Alors je tâchais d’aimer le petit bruit si désagréable ; au lieu d’essayer de ne
pas l’entendre (chose impossible) je mettais mon attention à le bien écouter,
comme s’il eût été un ravissant concert et toute mon oraison (qui n’était pas
celle de quiétude) se passait à offrir ce concert à Jésus. Une autre fois,
j’étais au lavage devant une soeur qui me lançait de l’eau sale à la figure à
chaque fois qu’elle soulevait les mouchoirs sur son banc ; mon premier mouvement
fut de me reculer en m’essuyant la figure, afin de montrer à la soeur qui
m’aspergeait qu’elle me rendrait service en se tenant tranquille, mais aussitôt
je pensai que j’étais bien sotte de refuser des trésors qui m’étaient donnés si
généreusement et je me gardai bien de faire paraître mon combat. Je fis tous mes
efforts pour désirer de recevoir beaucoup d’eau sale, de sorte qu’à la fin
j’avais vraiment pris goût à ce nouveau genre d’aspersion et je me promis de
revenir une autre fois à cette heureuse place où l’on recevait tant de trésors.
Mère bien-aimée, vous voyez que je suis une très petite âme qui ne peut offrir
au bon Dieu que de très petites choses, encore m’arrive-t-il souvent de laisser
échapper de ces petits sacrifices qui donnent tant de paix à l’âme ; cela ne me
décourage pas, je supporte d’avoir un peu moins de paix et je tâche d’être plus
vigilante une autre fois. Ah ! le Seigneur est si bon pour moi qu’il m’est
impossible de le craindre, toujours Il m’a donné ce que j’ai désiré ou plutôt Il
m’a fait désirer ce qu’Il voulait me donner ; ainsi peu de temps avant que mon
épreuve contre la foi commence, je me disais : Vraiment je n’ai pas de grandes
épreuves extérieures et pour en avoir d’intérieures il faudrait que le bon Dieu
change ma voie, je ne crois pas qu’Il le fasse, pourtant je ne puis toujours
vivre ainsi dans le repos... quel moyen donc Jésus trouvera-t-Il pour m’éprouver
? La réponse ne se fit pas attendre et me montra que Celui que j’aime n’est pas
à court de moyens ; sans changer ma voie, Il m’envoya l’épreuve qui devait mêler
une salutaire amertume à toutes mes joies. Ce n’est pas seulement lorsqu’il veut
m’éprouver que Jésus me le fait pressentir et désirer.
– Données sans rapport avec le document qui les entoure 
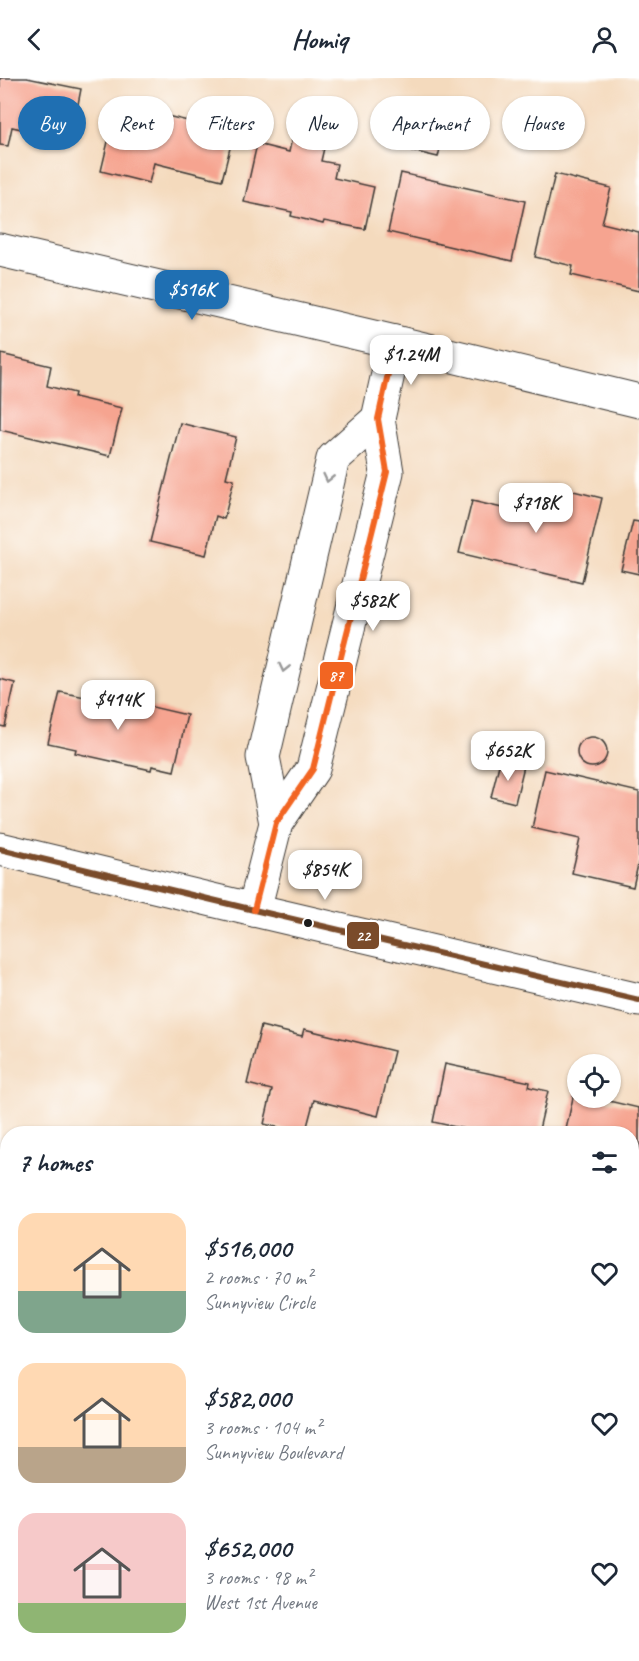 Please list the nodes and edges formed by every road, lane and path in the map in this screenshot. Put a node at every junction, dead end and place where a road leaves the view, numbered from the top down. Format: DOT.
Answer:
graph roads {
  1 [pos="0,249"];
  2 [pos="395,342"];
  3 [pos="639,401"];
  4 [pos="378,419"];
  5 [pos="276,823"];
  6 [pos="0,849"];
  7 [pos="254,910"];
  8 [pos="639,1000"];
  1 -- 2 [label="street"];
  2 -- 3 [label="street"];
  2 -- 4 [label="street"];
  4 -- 5 [label="street"];
  4 -- 5 [label="street, one-way"];
  5 -- 7 [label="street"];
  6 -- 7 [label="street"];
  7 -- 8 [label="street"];
} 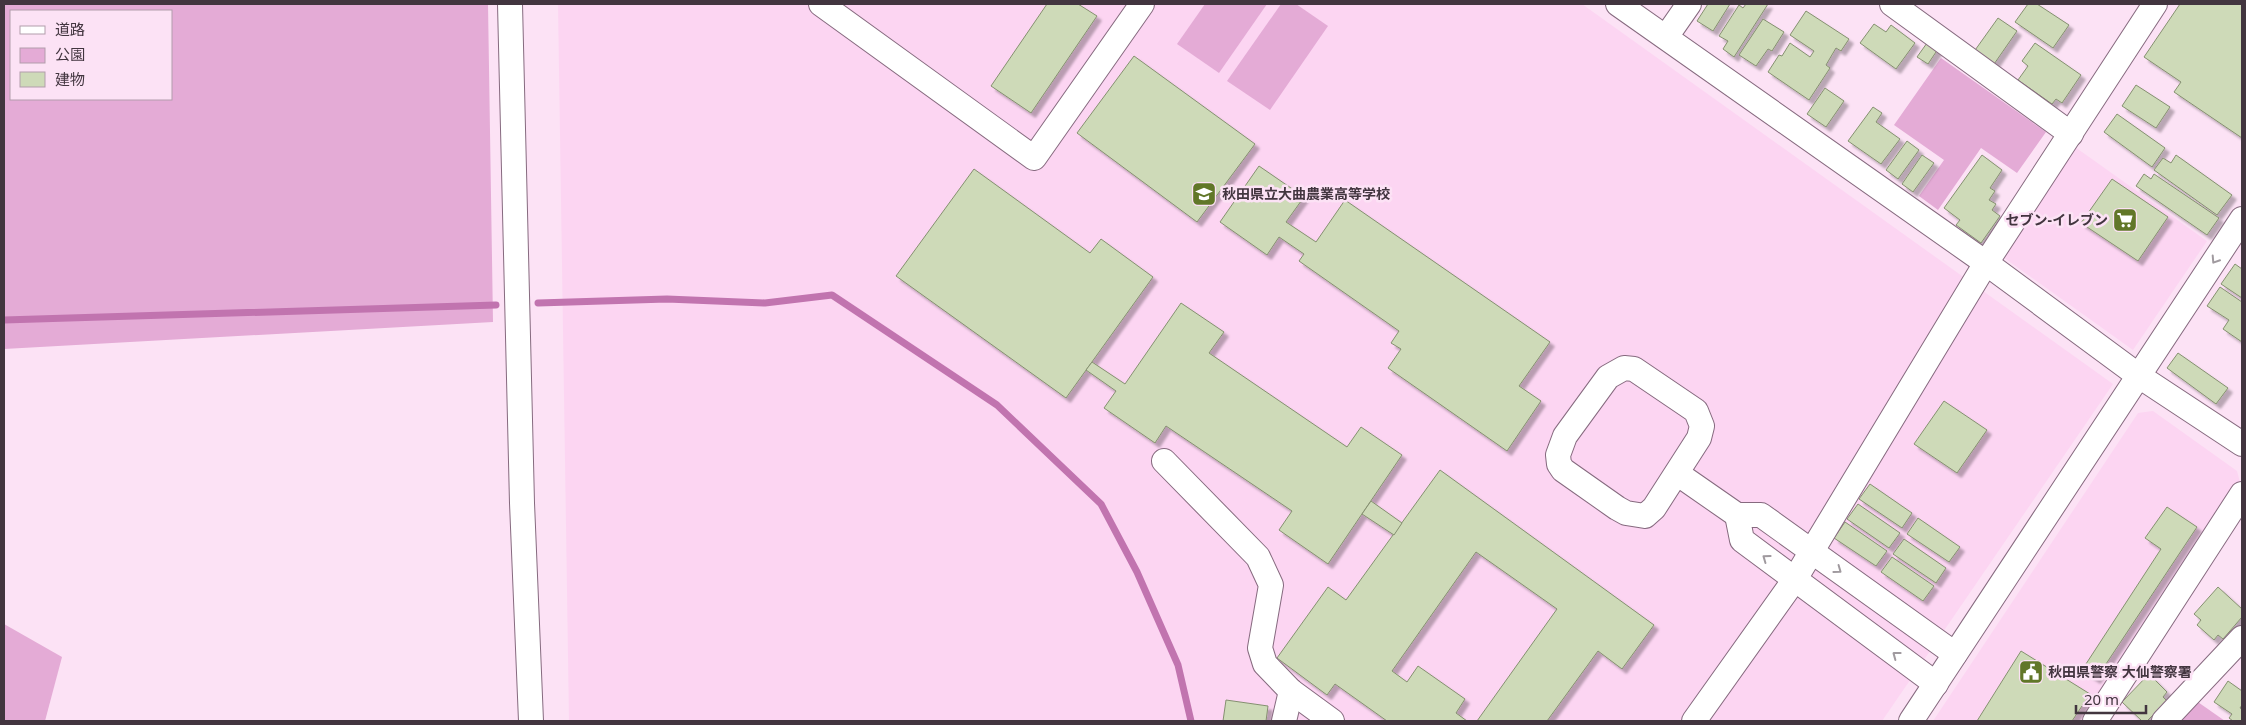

Depuis bien longtemps
j’avais un désir qui me paraissait tout à fait irréalisable, celui d’avoir un
frère prêtre, je pensais souvent que si mes petits frères ne s’étaient pas
envolés au Ciel j’aurais eu le bonheur de les voir monter à l’autel ; mais
puisque le bon Dieu les a choisis pour en faire des petits anges je ne pouvais
plus espérer de voir mon rêve se réaliser ; et voilà que non seulement Jésus m’a
fait la grâce que je désirais, mais Il m’a unie par les liens de l’âme à deux de
ses apôtres, qui sont devenus mes frères... Je veux, ma Mère bien-aimée, vous
raconter en détails comment Jésus combla mon désir et même le dépassa, puisque
je ne désirais qu’un frère prêtre qui chaque jour pense à moi au saint autel. Ce
fut notre Sainte Mère Thérèse qui m’envoya pour bouquet de fête en 1895 mon
premier petit frère (NHA 1126) J’étais au lavage, bien occupée de mon travail,
lorsque mère Agnès de Jésus, me prenant à l’écart, me lut une lettre qu’elle
venait de recevoir. C’était un jeune séminariste, inspiré, disait-il, par Sainte
Thérèse, qui venait demander une soeur qui se dévouât spécialement au salut de
son âme et l’aidât de ses prières et sacrifices lorsque’il serait missionnaire
afin qu’il puisse sauver beaucoup d’âmes. Il promettait d’avoir toujours un
souvenir pour celle qui deviendrait sa soeur, lorsqu’il pourrait offrir le Saint
Sacrifice. Mère Agnès de Jésus me dit qu’elle voulait que ce soit moi gui devînt
la soeur de ce futur missionnaire.
Ma Mère, vous dire mon bonheur serait chose impossible, mon
désir comblé d’une façon inespérée fit naître dans mon coeur une joie que
j’appellerai enfantine, car il me faut remonter aux jours de mon enfance pour
trouver le souvenir de ces joies si vives que l’âme est trop petite pour les
contenir ; jamais depuis des années je n’avais goûté ce genre de bonheur. Je
sentais que de ce côté mon âme était neuve, c’était comme si l’on avait touché
pour la première fois des cordes musicales restées jusque-là dans l’oubli. Je
comprenais les obligations que je m’imposais, aussi je me mis à l’oeuvre en
essayant de redoubler de ferveur. Il faut avouer que d’abord je n’eus pas de
consolations pour stimuler mon zèle ; après avoir écrit une charmante lettre
pleine de coeur et de nobles sentiments, pour remercier Mère Agnès de Jésus, mon
petit frère ne donna plus signe de vie qu’au mois de juillet suivant, excepté
qu’il envoya sa carte au mois de novembre pour dire qu’il entrait à la caserne.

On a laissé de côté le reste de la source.